Campaigners on Friday dumped a basket of 1,071 rotten apples outside the headquarters of Britain's biggest police force, in protest at officers accused of domestic abuse and violence against women and girls.
The Metropolitan Police said this week that 1,071 officers had been or are under investigation after one of its officers pleaded guilty to 24 rapes and a string of other sex offences.
That came less than two years after another serving officer with the London force kidnapped, raped and murdered a young woman, rocking public confidence in the police.
"We've been told time and time again that it's just one bad apple here and there, but this is actually a fundamental problem right across policing," said Ruth Davison, head of the domestic abuse charity Refuge, which organised the protest.
"It has to be called out now because women's lives are at risk," Davison told AFP.
She called for any officer facing formal allegations to be suspended while an investigation takes place.
"At the moment, as women and girls, how can we - if we experience a crime - feel confident to go the police knowing that the person we speak to may be a perpetrator?" she said.

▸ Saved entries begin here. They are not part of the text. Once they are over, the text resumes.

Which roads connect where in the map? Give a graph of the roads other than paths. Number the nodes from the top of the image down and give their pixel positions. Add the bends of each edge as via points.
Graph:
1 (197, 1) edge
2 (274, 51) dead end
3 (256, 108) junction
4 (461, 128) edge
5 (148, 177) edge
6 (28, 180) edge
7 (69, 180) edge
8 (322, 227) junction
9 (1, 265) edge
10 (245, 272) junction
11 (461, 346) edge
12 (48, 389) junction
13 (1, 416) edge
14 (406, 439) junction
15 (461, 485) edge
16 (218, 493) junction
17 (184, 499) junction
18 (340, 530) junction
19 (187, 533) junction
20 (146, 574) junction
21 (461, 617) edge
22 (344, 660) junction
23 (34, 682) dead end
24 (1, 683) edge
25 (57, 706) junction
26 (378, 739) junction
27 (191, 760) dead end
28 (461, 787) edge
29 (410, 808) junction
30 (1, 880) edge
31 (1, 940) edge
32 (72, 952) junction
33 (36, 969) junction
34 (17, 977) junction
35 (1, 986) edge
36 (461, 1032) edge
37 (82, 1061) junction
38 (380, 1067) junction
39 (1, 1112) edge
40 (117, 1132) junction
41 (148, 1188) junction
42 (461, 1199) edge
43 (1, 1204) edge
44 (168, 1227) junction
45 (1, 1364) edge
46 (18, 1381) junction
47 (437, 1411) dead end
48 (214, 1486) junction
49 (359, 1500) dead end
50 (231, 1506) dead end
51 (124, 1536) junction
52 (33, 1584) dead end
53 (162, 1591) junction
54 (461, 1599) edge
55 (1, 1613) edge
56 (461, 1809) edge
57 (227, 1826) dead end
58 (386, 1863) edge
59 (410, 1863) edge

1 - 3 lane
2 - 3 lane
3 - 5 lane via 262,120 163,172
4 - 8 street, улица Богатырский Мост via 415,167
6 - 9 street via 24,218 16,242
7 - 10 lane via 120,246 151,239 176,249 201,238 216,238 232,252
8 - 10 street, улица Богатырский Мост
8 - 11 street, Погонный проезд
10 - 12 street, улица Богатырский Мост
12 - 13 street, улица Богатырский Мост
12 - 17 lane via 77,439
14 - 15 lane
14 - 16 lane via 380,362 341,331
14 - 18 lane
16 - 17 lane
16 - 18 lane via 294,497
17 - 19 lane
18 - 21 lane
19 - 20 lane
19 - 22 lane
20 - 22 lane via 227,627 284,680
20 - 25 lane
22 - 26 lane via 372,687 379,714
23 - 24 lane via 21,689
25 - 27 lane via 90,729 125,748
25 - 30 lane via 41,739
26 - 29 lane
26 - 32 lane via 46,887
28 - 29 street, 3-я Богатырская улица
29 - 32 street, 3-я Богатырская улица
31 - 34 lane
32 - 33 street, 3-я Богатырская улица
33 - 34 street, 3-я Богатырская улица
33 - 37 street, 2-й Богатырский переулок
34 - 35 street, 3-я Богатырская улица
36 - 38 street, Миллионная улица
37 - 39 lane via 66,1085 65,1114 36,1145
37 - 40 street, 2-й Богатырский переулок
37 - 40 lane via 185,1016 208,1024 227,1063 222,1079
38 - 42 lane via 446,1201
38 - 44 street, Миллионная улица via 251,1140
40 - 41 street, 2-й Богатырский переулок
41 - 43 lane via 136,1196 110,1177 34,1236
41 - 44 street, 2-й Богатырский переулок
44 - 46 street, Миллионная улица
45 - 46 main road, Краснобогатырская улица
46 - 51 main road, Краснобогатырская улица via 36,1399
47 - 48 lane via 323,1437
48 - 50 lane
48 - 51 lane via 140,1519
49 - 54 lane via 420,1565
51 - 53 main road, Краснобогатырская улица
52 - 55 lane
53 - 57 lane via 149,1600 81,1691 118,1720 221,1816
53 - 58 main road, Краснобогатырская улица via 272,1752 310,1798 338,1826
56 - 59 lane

The protest outside New Scotland Yard follows comments by the headteacher of a leading private London girls' school, who said pupils now had to be warned not to approach policemen.

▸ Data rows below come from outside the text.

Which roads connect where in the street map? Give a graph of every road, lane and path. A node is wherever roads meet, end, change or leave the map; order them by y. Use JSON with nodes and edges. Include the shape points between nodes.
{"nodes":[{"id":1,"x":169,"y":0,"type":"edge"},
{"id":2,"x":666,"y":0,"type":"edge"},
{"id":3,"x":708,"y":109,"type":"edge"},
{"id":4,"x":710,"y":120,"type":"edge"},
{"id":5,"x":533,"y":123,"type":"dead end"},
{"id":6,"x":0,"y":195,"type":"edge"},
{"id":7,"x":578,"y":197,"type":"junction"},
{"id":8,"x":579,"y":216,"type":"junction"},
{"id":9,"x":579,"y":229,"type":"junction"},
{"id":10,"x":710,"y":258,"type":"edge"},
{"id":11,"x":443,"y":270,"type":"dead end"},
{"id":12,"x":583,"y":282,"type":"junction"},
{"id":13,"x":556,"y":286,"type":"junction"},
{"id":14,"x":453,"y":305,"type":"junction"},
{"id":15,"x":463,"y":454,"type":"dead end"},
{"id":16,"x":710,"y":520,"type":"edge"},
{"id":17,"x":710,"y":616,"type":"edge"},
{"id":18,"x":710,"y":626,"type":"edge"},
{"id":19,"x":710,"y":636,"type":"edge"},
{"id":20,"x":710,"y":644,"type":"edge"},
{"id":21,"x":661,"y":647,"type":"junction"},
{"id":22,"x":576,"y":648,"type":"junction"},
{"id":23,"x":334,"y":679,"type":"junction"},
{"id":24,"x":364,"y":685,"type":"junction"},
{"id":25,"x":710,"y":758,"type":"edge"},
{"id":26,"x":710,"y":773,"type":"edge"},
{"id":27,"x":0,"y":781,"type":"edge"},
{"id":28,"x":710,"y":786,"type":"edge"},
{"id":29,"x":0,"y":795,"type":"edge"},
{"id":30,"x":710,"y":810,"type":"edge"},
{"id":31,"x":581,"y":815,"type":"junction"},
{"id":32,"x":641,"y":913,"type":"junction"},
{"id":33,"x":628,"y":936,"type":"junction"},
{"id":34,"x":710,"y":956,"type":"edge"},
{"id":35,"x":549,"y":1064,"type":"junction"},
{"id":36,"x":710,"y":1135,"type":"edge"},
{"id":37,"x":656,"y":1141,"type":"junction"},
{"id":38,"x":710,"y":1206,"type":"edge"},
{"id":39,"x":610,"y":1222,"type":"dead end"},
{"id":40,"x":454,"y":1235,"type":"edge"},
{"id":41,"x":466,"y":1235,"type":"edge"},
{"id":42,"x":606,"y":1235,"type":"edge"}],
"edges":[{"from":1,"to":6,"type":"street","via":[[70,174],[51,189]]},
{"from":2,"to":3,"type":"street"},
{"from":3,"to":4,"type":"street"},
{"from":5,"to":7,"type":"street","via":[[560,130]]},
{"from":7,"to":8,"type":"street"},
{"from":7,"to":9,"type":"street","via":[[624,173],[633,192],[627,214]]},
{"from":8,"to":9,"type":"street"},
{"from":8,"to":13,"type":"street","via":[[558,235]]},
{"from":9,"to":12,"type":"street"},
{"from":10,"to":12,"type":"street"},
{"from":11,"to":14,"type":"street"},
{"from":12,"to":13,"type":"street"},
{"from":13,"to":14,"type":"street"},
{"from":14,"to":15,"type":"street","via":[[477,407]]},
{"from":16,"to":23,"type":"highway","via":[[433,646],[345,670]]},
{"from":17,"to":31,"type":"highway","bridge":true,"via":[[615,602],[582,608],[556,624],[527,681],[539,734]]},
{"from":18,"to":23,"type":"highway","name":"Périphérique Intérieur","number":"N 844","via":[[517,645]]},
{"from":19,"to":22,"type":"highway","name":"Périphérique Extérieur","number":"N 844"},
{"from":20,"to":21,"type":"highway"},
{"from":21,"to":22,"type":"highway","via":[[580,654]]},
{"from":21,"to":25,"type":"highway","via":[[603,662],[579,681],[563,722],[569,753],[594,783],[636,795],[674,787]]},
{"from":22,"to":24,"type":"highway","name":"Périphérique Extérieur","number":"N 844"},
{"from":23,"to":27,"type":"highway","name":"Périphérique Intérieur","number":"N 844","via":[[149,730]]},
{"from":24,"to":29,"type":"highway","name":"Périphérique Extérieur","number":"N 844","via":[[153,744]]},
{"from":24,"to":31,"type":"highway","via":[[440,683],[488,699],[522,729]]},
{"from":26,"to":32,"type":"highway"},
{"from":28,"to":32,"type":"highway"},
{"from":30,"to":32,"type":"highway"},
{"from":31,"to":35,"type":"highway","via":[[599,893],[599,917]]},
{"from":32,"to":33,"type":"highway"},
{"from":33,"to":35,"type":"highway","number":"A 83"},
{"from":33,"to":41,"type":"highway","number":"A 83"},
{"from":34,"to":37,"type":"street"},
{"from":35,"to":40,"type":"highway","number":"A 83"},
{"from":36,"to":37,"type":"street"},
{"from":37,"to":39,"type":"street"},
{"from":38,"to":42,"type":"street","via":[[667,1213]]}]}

Fionnuala Kennedy, head of Wimbledon High School, said the failings of the Met Police to "stand between the vulnerable public and these officers wielding unchecked power" left her "breathless with anger".
She wrote on her school blog that teachers now had to tell pupils, "Don't allow a lone policeman to approach you, at any time".
Both David Carrick, who pleaded guilty this week, and Wayne Couzens, who murdered Sarah Everard in 2021 and was jailed for life, served in the Met's armed unit protecting MPs and foreign diplomats.
Carrick will be sentenced next month. After his court appearance on Monday, Met Police's Assistant Commissioner Louisa Rolfe said his case was "sickening and horrific" and acknowledged that it had "far-reaching consequences" for policing.
"I can't believe that we are operating in a context where we tell our children you may not be safe to approach the police," said Davison.
"Trust and confidence is at an all-time low in the police. David Carrick was able to say to people 'I'm a police officer. No one will believe you, it'll be your word against mine'... which is why we have to have a zero-tolerance approach," she said.